[WHAT TO PRODUCE] Which lines in the records below include the word "переулок"? Report each of them in full.

● ● ● ●

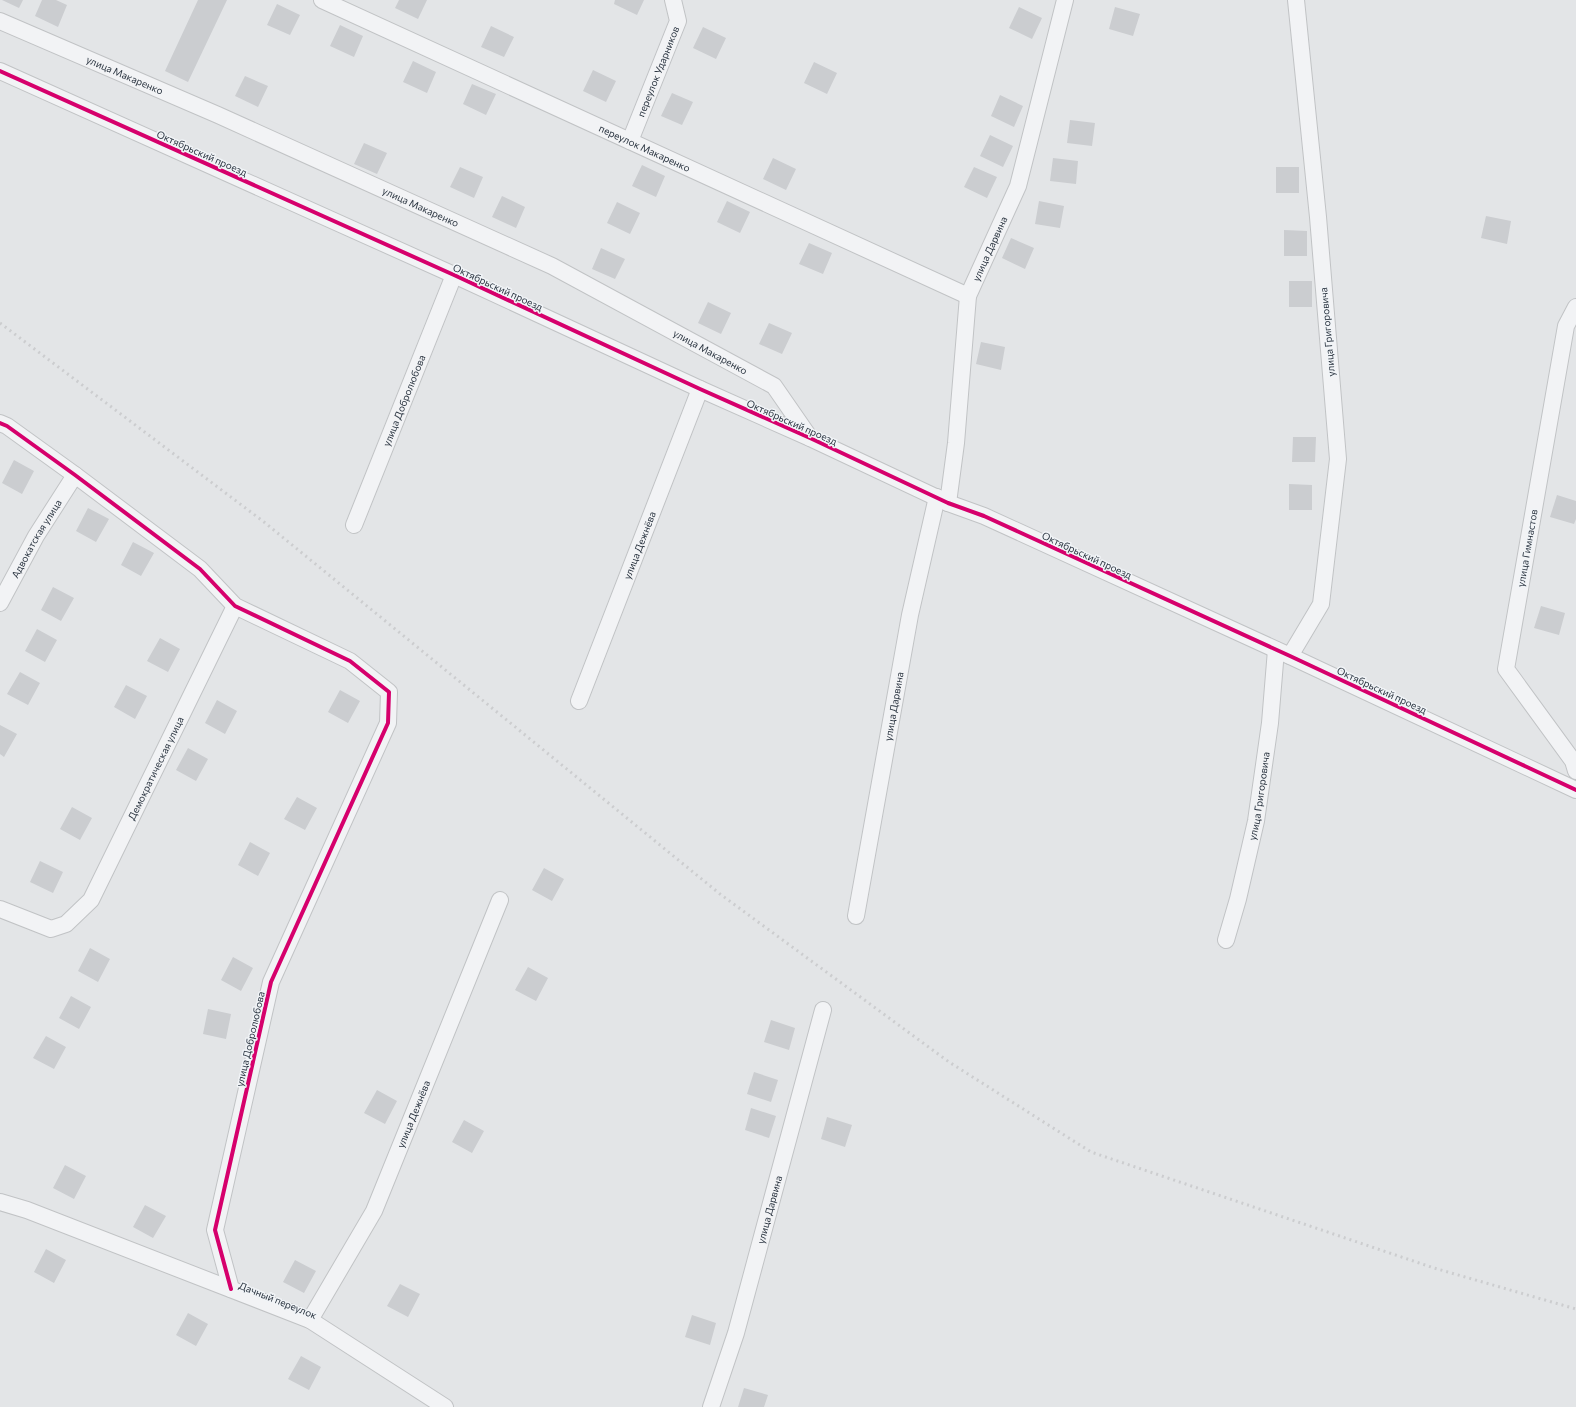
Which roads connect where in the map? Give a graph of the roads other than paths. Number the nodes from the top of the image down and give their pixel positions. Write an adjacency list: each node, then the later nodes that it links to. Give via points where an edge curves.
1 (322, 0): 7 (street, переулок Макаренко)
2 (673, 0): 7 (street, переулок Ударников, via 678,21)
3 (1065, 0): 9 (street, улица Дарвина, via 1018,186)
4 (1296, 0): 19 (street, улица Григоровича, via 1318,217 1338,458 1321,604)
5 (0, 21): 13 (street, улица Макаренко, via 218,115 552,266 774,386)
6 (0, 71): 8 (street, Октябрьский проезд)
7 (630, 141): 9 (street, переулок Макаренко)
8 (454, 275): 11 (street, Октябрьский проезд); 16 (street, улица Добролюбова)
9 (968, 296): 15 (street, улица Дарвина, via 956,443)
10 (1576, 307): 21 (street, улица Гимнастов, via 1566,326 1506,669 1572,761)
11 (700, 389): 13 (street, Октябрьский проезд); 20 (street, улица Дежнёва)
12 (0, 423): 14 (street, via 8,426)
13 (810, 438): 15 (street, Октябрьский проезд)
14 (75, 475): 17 (street, Адвокатская улица, via 36,536); 18 (street, via 200,569)
15 (942, 500): 19 (street, Октябрьский проезд, via 984,516); 25 (street, улица Дарвина, via 910,615)
16 (354, 525)
17 (0, 603)
18 (235, 606): 24 (street, Демократическая улица, via 91,900 66,924 51,929); 29 (street, улица Добролюбова, via 350,661 389,692 388,723 271,982 215,1230)
19 (1283, 653): 22 (street, Октябрьский проезд); 26 (street, улица Григоровича, via 1256,821)
20 (580, 701)
21 (1576, 771)
22 (1576, 790)
23 (500, 900): 30 (street, улица Дежнёва, via 374,1211)
24 (0, 909)
25 (856, 916)
26 (1226, 940)
27 (823, 1010): 32 (street, улица Дарвина, via 736,1333)
28 (0, 1202): 29 (street, Дачный переулок, via 27,1210)
29 (230, 1289): 30 (street, Дачный переулок)
30 (310, 1320): 31 (street, Дачный переулок)
31 (445, 1407)
32 (711, 1407)

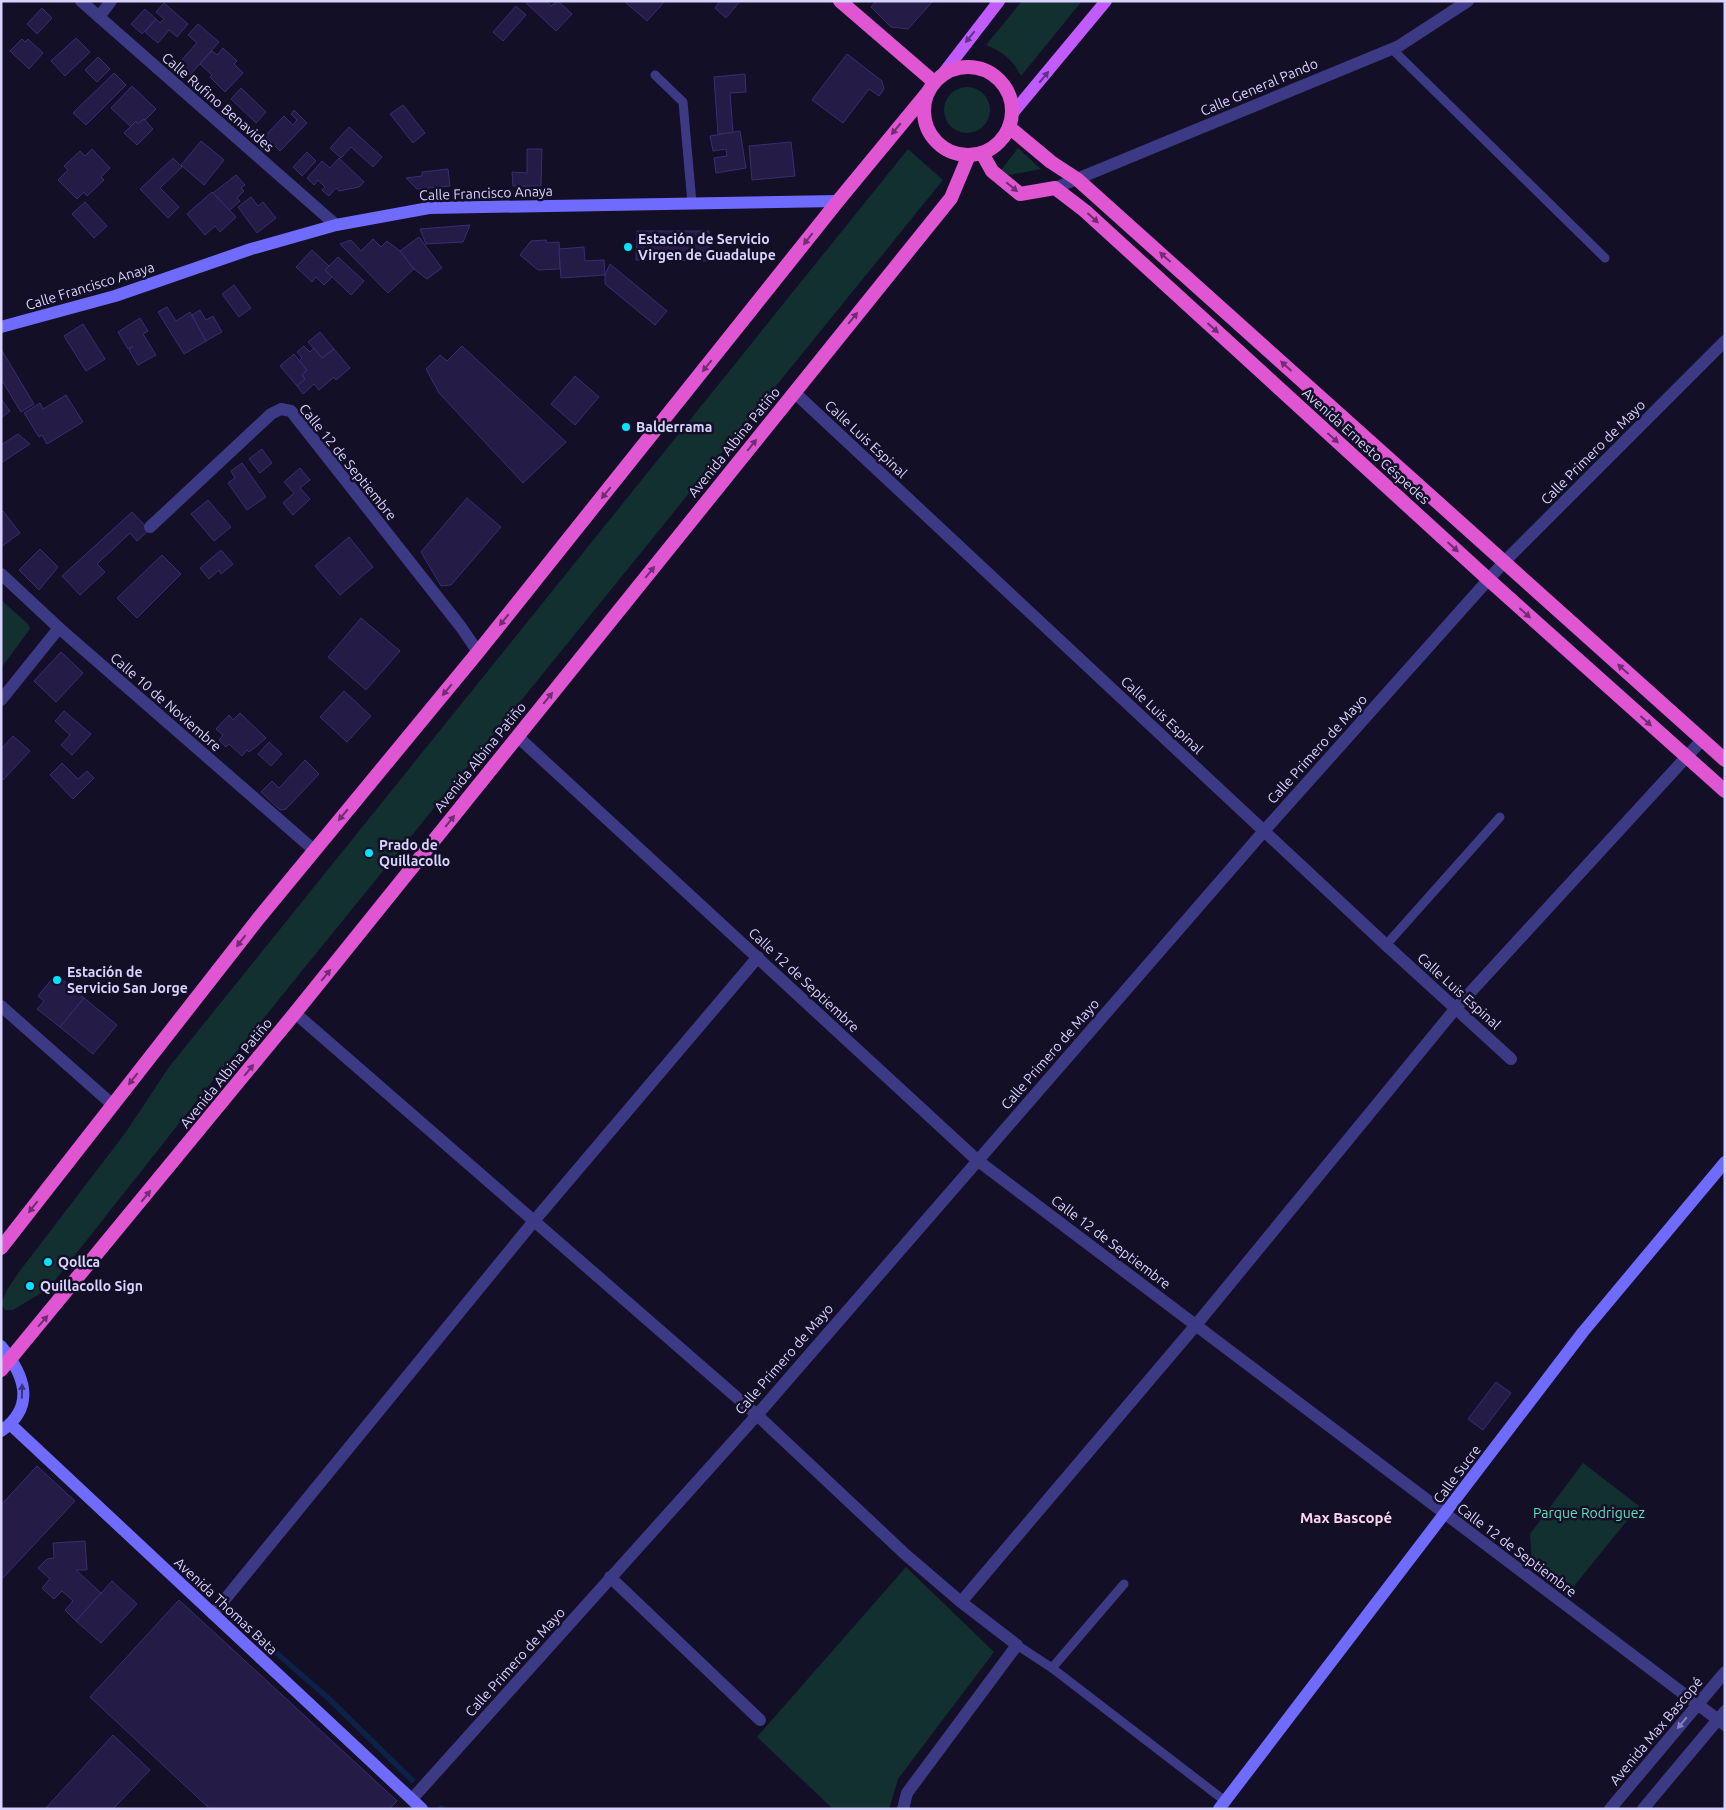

● ● ● ●

[EXERCISE RESPONSE]
1 (322, 0): 7 (street, переулок Макаренко)
2 (673, 0): 7 (street, переулок Ударников, via 678,21)
7 (630, 141): 9 (street, переулок Макаренко)
28 (0, 1202): 29 (street, Дачный переулок, via 27,1210)
29 (230, 1289): 30 (street, Дачный переулок)
30 (310, 1320): 31 (street, Дачный переулок)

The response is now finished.